Kevin Burns, 71, from Albany, New York, considers himself lucky. He has his own home, and while he lives alone, he feels very connected to a wide circle of friends and family. He has enjoyed Zoom cocktail hours, and his regular trivia quiz group has been meeting the same way. Being at home “hasn’t been a terrible strain.” It’s been good to see familiar faces, albeit virtually.
He is one of the “Vintage Pride” group of those LGBTQ people aged 55 and older belonging to Albany’s Pride Center of the Capital Region. The LGBTQ center is closed now, and Burns knows many people for whom their pot-luck lunches were their only social outlet.
He goes to the grocery store roughly once a week, shopping at special senior hours. He misses the gym and hanging out with friends. “Not having those benchmarks in a typical week to look forward to takes quite a mental adjustment. Just as everybody is finding, every Tuesday evening is now like every Friday evening. There’s no difference.”
Having spoken to friends, Burns said the psychological impact of the coronavirus on LGBTQ elders has been pronounced.
“As many years as we hope we have, they are running down, and now we are deprived of what we enjoy doing even if it’s once a week, or whatever the time frame is and whatever the activity is. The virus is cheating us of our remaining time. For me, personally, spring was a time to travel. Not being able to do that is a minor glitch compared to other people’s suffering. But as seniors, we all have things we look forward to.

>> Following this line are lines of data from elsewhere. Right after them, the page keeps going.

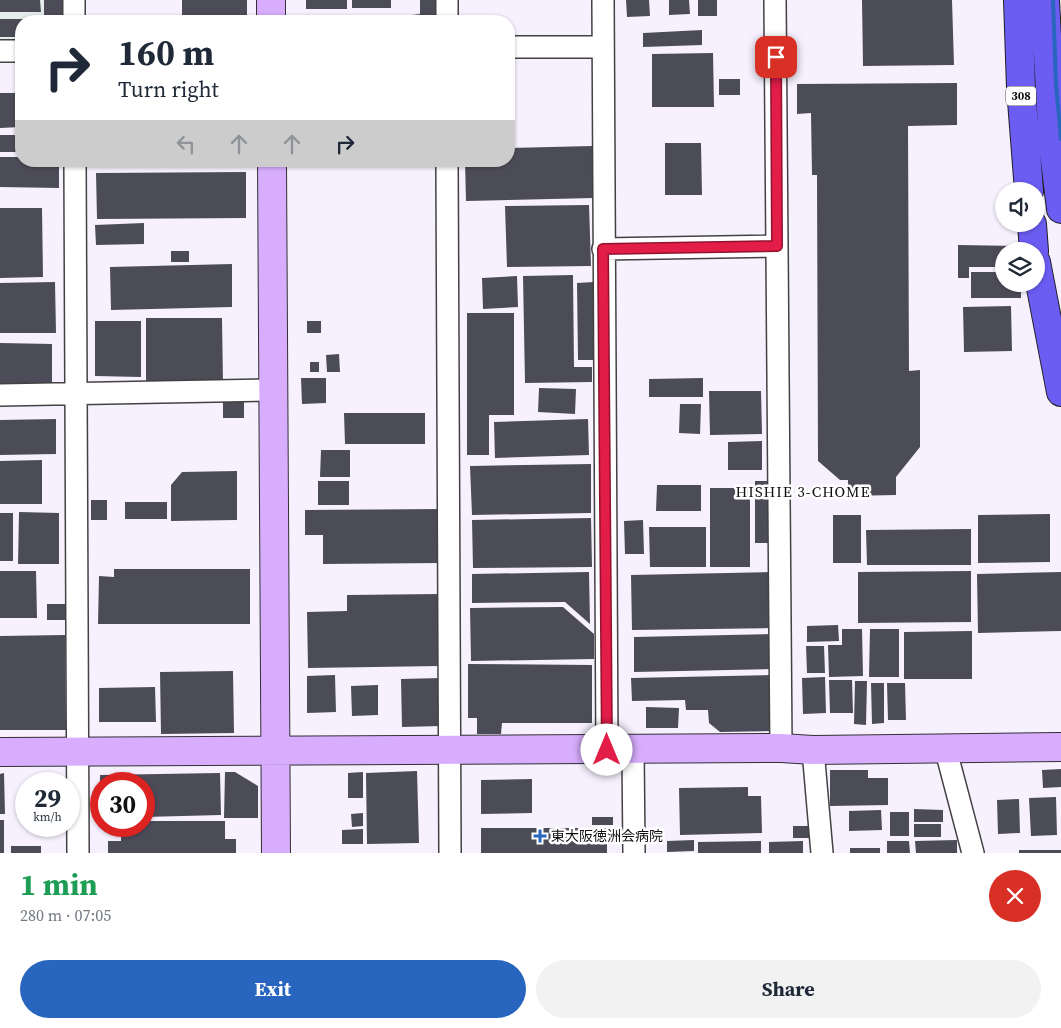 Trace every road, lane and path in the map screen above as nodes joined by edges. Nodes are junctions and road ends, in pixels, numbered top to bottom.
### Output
1 (74, 0) edge
2 (271, 0) edge
3 (447, 0) edge
4 (603, 0) edge
5 (775, 0) edge
6 (1018, 0) edge
7 (1045, 0) edge
8 (74, 15) edge
9 (271, 15) edge
10 (447, 15) edge
11 (515, 47) edge
12 (602, 47) junction
13 (0, 51) edge
14 (15, 51) edge
15 (74, 167) edge
16 (272, 167) edge
17 (447, 167) edge
18 (1028, 182) edge
19 (1061, 210) edge
20 (777, 246) junction
21 (603, 249) junction
22 (1042, 292) edge
23 (273, 390) junction
24 (1061, 392) edge
25 (76, 393) junction
26 (0, 395) edge
27 (1061, 746) edge
28 (945, 747) junction
29 (781, 748) junction
30 (275, 750) junction
31 (449, 750) junction
32 (620, 750) junction
33 (813, 750) junction
34 (77, 751) junction
35 (0, 752) edge
36 (78, 853) edge
37 (276, 853) edge
38 (450, 853) edge
39 (634, 853) edge
40 (822, 853) edge
41 (973, 853) edge

1 - 8 street
2 - 9 street
3 - 10 street
4 - 12 street
5 - 20 street
6 - 18 highway, 308
7 - 19 highway
11 - 12 street
12 - 21 street
13 - 14 street
15 - 25 street
16 - 23 street
17 - 31 street
20 - 21 street
20 - 29 street
21 - 32 street
22 - 24 highway
23 - 25 street
23 - 30 street
25 - 26 street
25 - 34 street
27 - 28 street
28 - 33 street
28 - 41 street
29 - 32 street
29 - 33 street
30 - 31 street
30 - 34 street
30 - 37 street
31 - 32 street
31 - 38 street
32 - 39 street
33 - 40 street
34 - 35 street
34 - 36 street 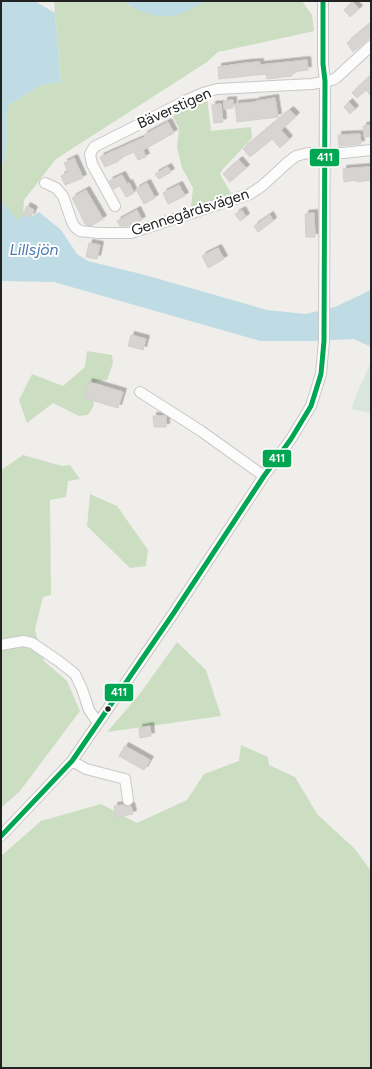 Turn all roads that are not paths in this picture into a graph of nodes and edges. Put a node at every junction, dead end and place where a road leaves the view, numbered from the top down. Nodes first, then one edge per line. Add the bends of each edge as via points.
1 (323, 1) edge
2 (371, 46) edge
3 (326, 81) junction
4 (371, 150) edge
5 (325, 152) junction
6 (45, 183) dead end
7 (115, 206) dead end
8 (140, 392) dead end
9 (264, 476) junction
10 (1, 645) edge
11 (98, 723) junction
12 (72, 761) junction
13 (128, 800) dead end
14 (1, 836) edge

1 - 3 street via 323,64
2 - 3 street, Bäverstigen via 336,78
3 - 5 street
3 - 7 street, Bäverstigen via 217,89 187,100 94,147 90,154 92,164
4 - 5 street, Gennegårdsvägen
5 - 6 street, Gennegårdsvägen via 296,156 250,194 131,233 80,231 72,222 63,196 56,188
5 - 9 street via 324,341 321,374 311,406
8 - 9 street
9 - 11 street
10 - 11 street via 23,640 32,643 75,674 89,710
11 - 12 street
12 - 13 street via 86,769 125,779
12 - 14 street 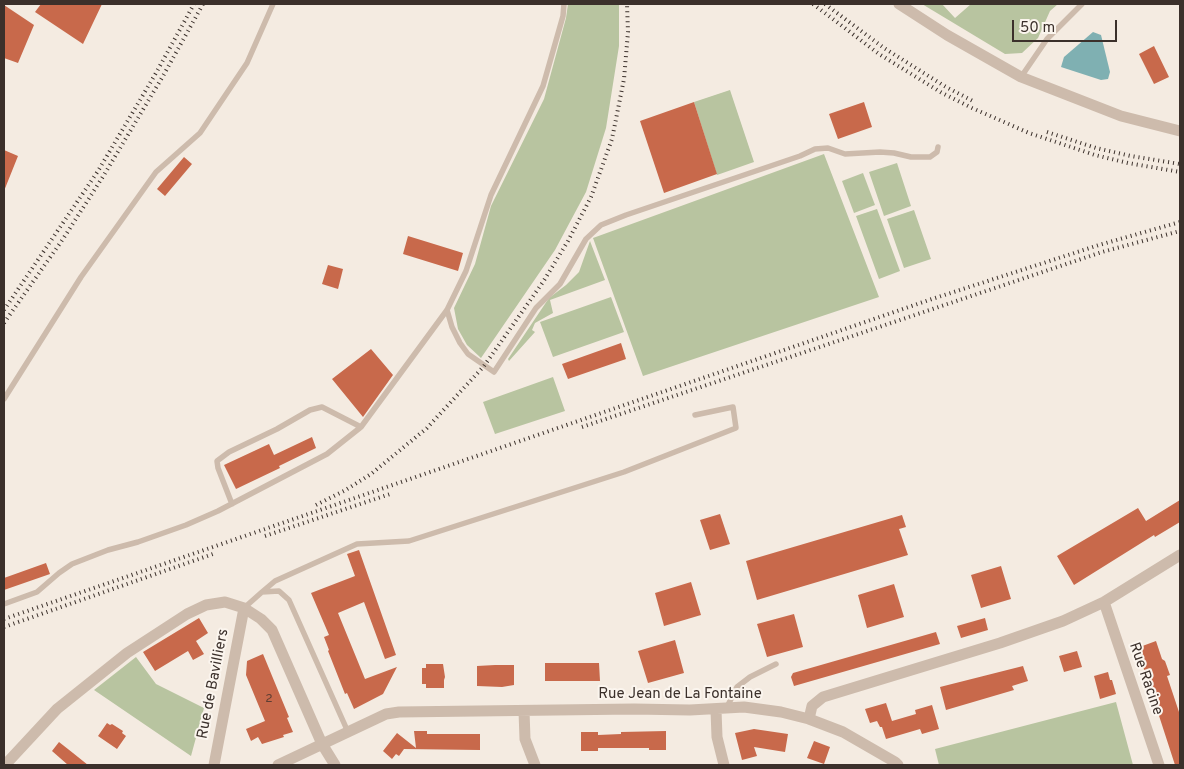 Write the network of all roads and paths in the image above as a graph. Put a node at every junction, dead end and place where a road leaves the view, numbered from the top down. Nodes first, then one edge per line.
1 (274, 4) edge
2 (564, 4) edge
3 (900, 4) edge
4 (1082, 4) edge
5 (1021, 77) junction
6 (1180, 131) edge
7 (938, 147) dead end
8 (447, 310) junction
9 (4, 399) edge
10 (695, 415) dead end
11 (361, 426) junction
12 (232, 504) junction
13 (1180, 555) edge
14 (262, 592) junction
15 (1104, 602) junction
16 (4, 604) edge
17 (244, 608) junction
18 (776, 664) dead end
19 (721, 709) junction
20 (524, 711) junction
21 (809, 719) junction
22 (348, 732) junction
23 (322, 744) junction
24 (5, 765) edge
25 (214, 765) edge
26 (278, 765) edge
27 (335, 765) edge
28 (535, 765) edge
29 (724, 765) edge
30 (898, 765) edge
31 (1159, 765) edge

1 - 9 lane
2 - 8 lane
3 - 5 street
4 - 5 lane
5 - 6 street
7 - 8 lane
8 - 11 lane
10 - 14 lane
11 - 12 lane
11 - 12 lane
12 - 16 lane
13 - 15 street
14 - 17 lane
14 - 22 lane
15 - 21 street
15 - 31 street, Rue Racine
17 - 23 street
17 - 24 street
17 - 25 street, Rue de Bavilliers
18 - 19 lane
19 - 20 street, Rue Jean de La Fontaine
19 - 21 street, Rue Jean de La Fontaine
19 - 29 street
20 - 22 street, Rue Jean de La Fontaine
20 - 28 street
21 - 30 street, Rue Jean de La Fontaine
22 - 23 street, Rue Jean de La Fontaine
23 - 26 street
23 - 27 street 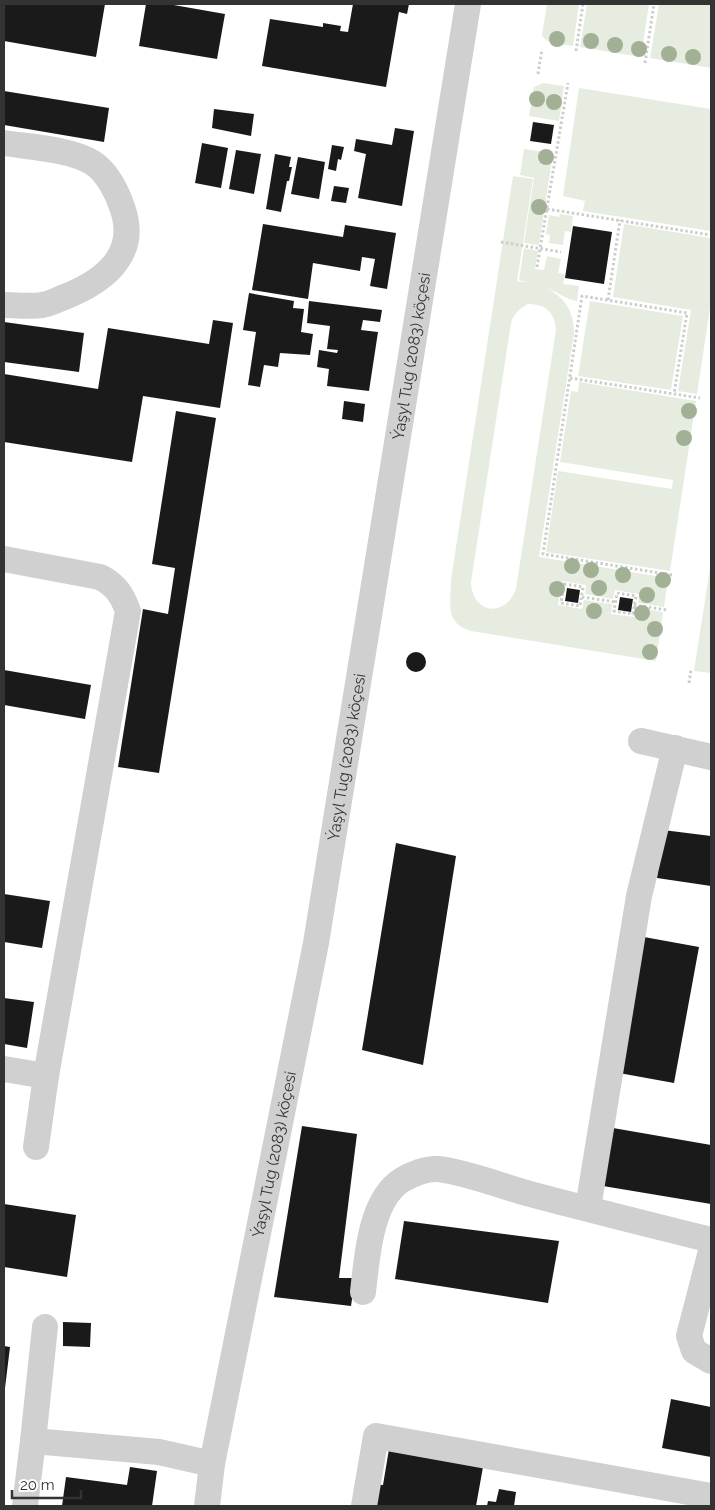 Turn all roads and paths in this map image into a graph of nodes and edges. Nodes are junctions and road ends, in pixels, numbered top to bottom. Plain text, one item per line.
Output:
1 (468, 4) edge
2 (583, 4) edge
3 (654, 4) edge
4 (542, 49) dead end
5 (576, 52) dead end
6 (645, 62) dead end
7 (538, 74) dead end
8 (568, 83) dead end
9 (4, 143) edge
10 (547, 209) junction
11 (620, 220) junction
12 (711, 235) edge
13 (501, 242) dead end
14 (541, 248) junction
15 (562, 252) dead end
16 (537, 267) dead end
17 (608, 300) junction
18 (4, 305) edge
19 (570, 378) junction
20 (674, 394) junction
21 (700, 398) dead end
22 (4, 559) edge
23 (672, 575) dead end
24 (582, 596) junction
25 (616, 602) junction
26 (634, 605) junction
27 (667, 610) dead end
28 (691, 670) dead end
29 (689, 683) dead end
30 (641, 741) dead end
31 (675, 748) junction
32 (711, 757) edge
33 (4, 1069) edge
34 (46, 1076) junction
35 (36, 1147) dead end
36 (588, 1208) junction
37 (711, 1240) edge
38 (711, 1251) edge
39 (364, 1292) dead end
40 (45, 1327) dead end
41 (711, 1361) edge
42 (34, 1441) junction
43 (212, 1464) junction
44 (711, 1496) edge
45 (25, 1506) edge
46 (207, 1506) edge
47 (364, 1506) edge

1 - 43 street, Ýaşyl Tug (2083) köçesi
2 - 5 path
3 - 6 path
4 - 7 path
8 - 10 path
9 - 18 street
10 - 11 path
10 - 14 path
11 - 12 path
11 - 17 path
13 - 14 path
14 - 15 path
14 - 16 path
17 - 19 path
17 - 20 path
19 - 20 path
19 - 23 path
20 - 21 path
22 - 34 street
24 - 24 path
24 - 25 path
25 - 26 path
25 - 26 path
26 - 27 path
28 - 29 path
30 - 31 street
31 - 32 street
31 - 36 street
33 - 34 street
34 - 35 street
36 - 37 street
36 - 39 street
38 - 41 street
40 - 42 street
42 - 43 street
42 - 45 street
43 - 46 street, Ýaşyl Tug (2083) köçesi
44 - 47 street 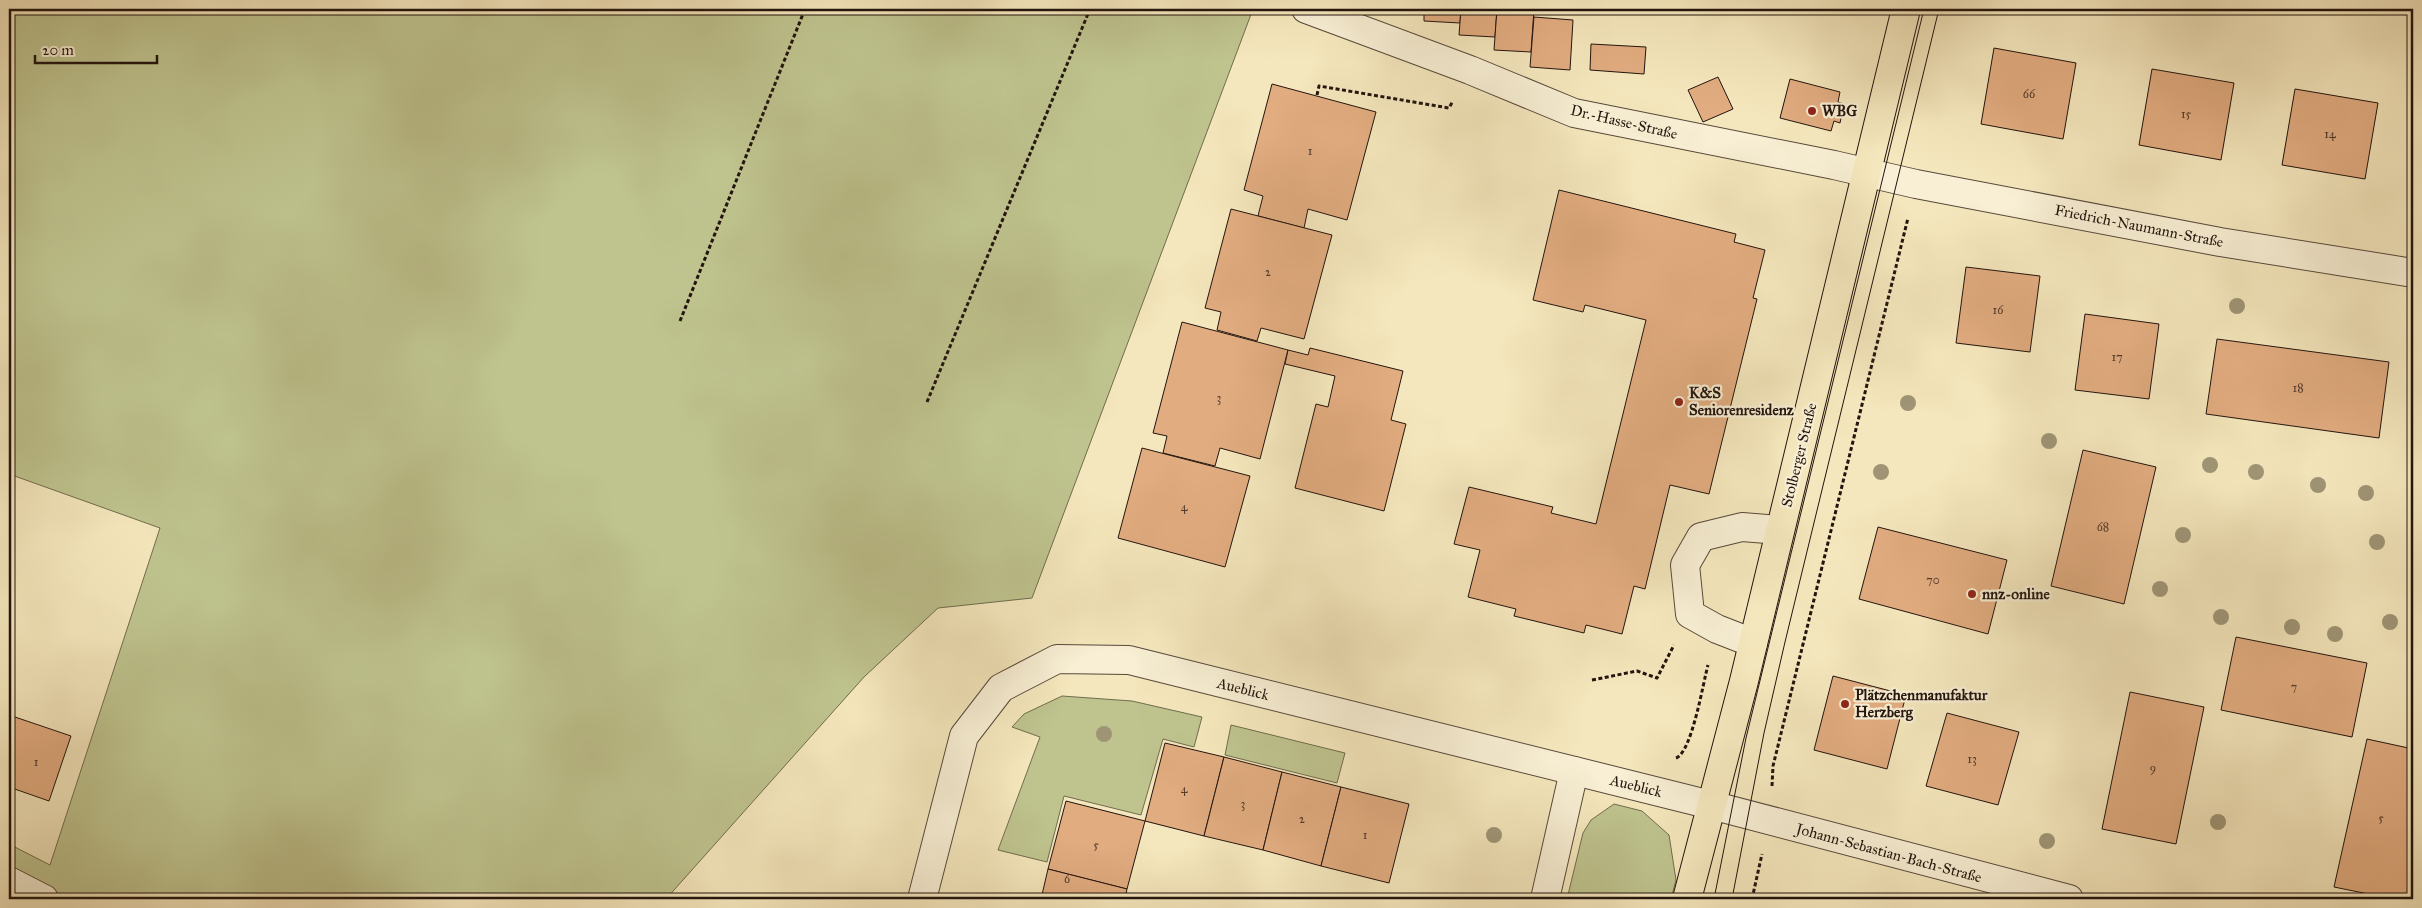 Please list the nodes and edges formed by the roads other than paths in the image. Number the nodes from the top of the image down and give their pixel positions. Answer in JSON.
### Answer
{"nodes":[{"id":1,"x":1306,"y":9,"type":"edge"},
{"id":2,"x":1906,"y":9,"type":"edge"},
{"id":3,"x":1867,"y":172,"type":"junction"},
{"id":4,"x":2413,"y":273,"type":"edge"},
{"id":5,"x":1780,"y":530,"type":"junction"},
{"id":6,"x":1753,"y":643,"type":"junction"},
{"id":7,"x":1574,"y":771,"type":"junction"},
{"id":8,"x":1711,"y":805,"type":"junction"},
{"id":9,"x":9,"y":881,"type":"edge"},
{"id":10,"x":44,"y":899,"type":"edge"},
{"id":11,"x":922,"y":899,"type":"edge"},
{"id":12,"x":1545,"y":899,"type":"edge"},
{"id":13,"x":1686,"y":899,"type":"edge"},
{"id":14,"x":2069,"y":899,"type":"edge"}],
"edges":[{"from":1,"to":3,"type":"street","name":"Dr.-Hasse-Straße"},
{"from":2,"to":3,"type":"main road","name":"Stolberger Straße"},
{"from":3,"to":4,"type":"street","name":"Friedrich-Naumann-Straße"},
{"from":3,"to":5,"type":"main road","name":"Stolberger Straße"},
{"from":5,"to":6,"type":"main road","name":"Stolberger Straße"},
{"from":5,"to":6,"type":"street"},
{"from":6,"to":8,"type":"main road","name":"Stolberger Straße"},
{"from":7,"to":8,"type":"street","name":"Aueblick"},
{"from":7,"to":11,"type":"street","name":"Aueblick"},
{"from":7,"to":12,"type":"street"},
{"from":8,"to":13,"type":"main road","name":"Stolberger Straße"},
{"from":8,"to":14,"type":"street","name":"Johann-Sebastian-Bach-Straße"},
{"from":9,"to":10,"type":"street"}]}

This current situation means we can’t do anything. How long will this go on? How long will older people be told they cannot go out, or do things?”
Burns and his friends presume this spring and summer are now a diary-date tundra. No dinners, no holidays, no Broadway trips, no Tanglewood, no Williamstown Theatre Festival, no trips to the Cape or Maine before the main holiday season begins. “I know this may sound frivolous. I know people are suffering. But these are just the things I did and am missing. I know I am lucky, and am thankful for that.”
“You can watch a DVD and get takeout, sure,” he said. “But when you’re a senior, you’re isolated anyway. Now you’re more so.”
Every senior Burns knows is being scrupulous about wearing a mask and washing hands. He laughed. “People talk about the danger of underlying issues. We all have the same underlying issue: It’s age! It’s kind of infuriating to do what we’re told and then see younger people hanging out together not wearing masks when I go out walking. I’m not making judgments, but are they going into stores, or seeing grandparents afterwards? Please think about those people. I’ve heard them complaining about wearing the masks and saying they can’t breathe in them. Well, wait till you’re 70-something!”
On the other hand, Burns said, it has been heartening to have younger people in his life reaching out to him and doing things to make sure he knew he is included in Zoom chats they are setting up.
Whatever opens up, whenever it opens up, Burns said he and his friends won’t be going anywhere until they feel assured about a vaccine or proper and accessible medical treatment. “If it takes another six months, that’s really tough, but if it means whatever is left of our lives is spent in relative good health, minus COVID, then it’s worth waiting.”
“Reach out and find other people,” Burns advised his fellow LGBTQ seniors. “I had never hosted a Zoom meeting. I didn’t know how to do it. It took a few steps, trial and error, but it paid off for me and my friends because now we can get together. It was a lot easier than I thought. Motivate yourselves to reach out.”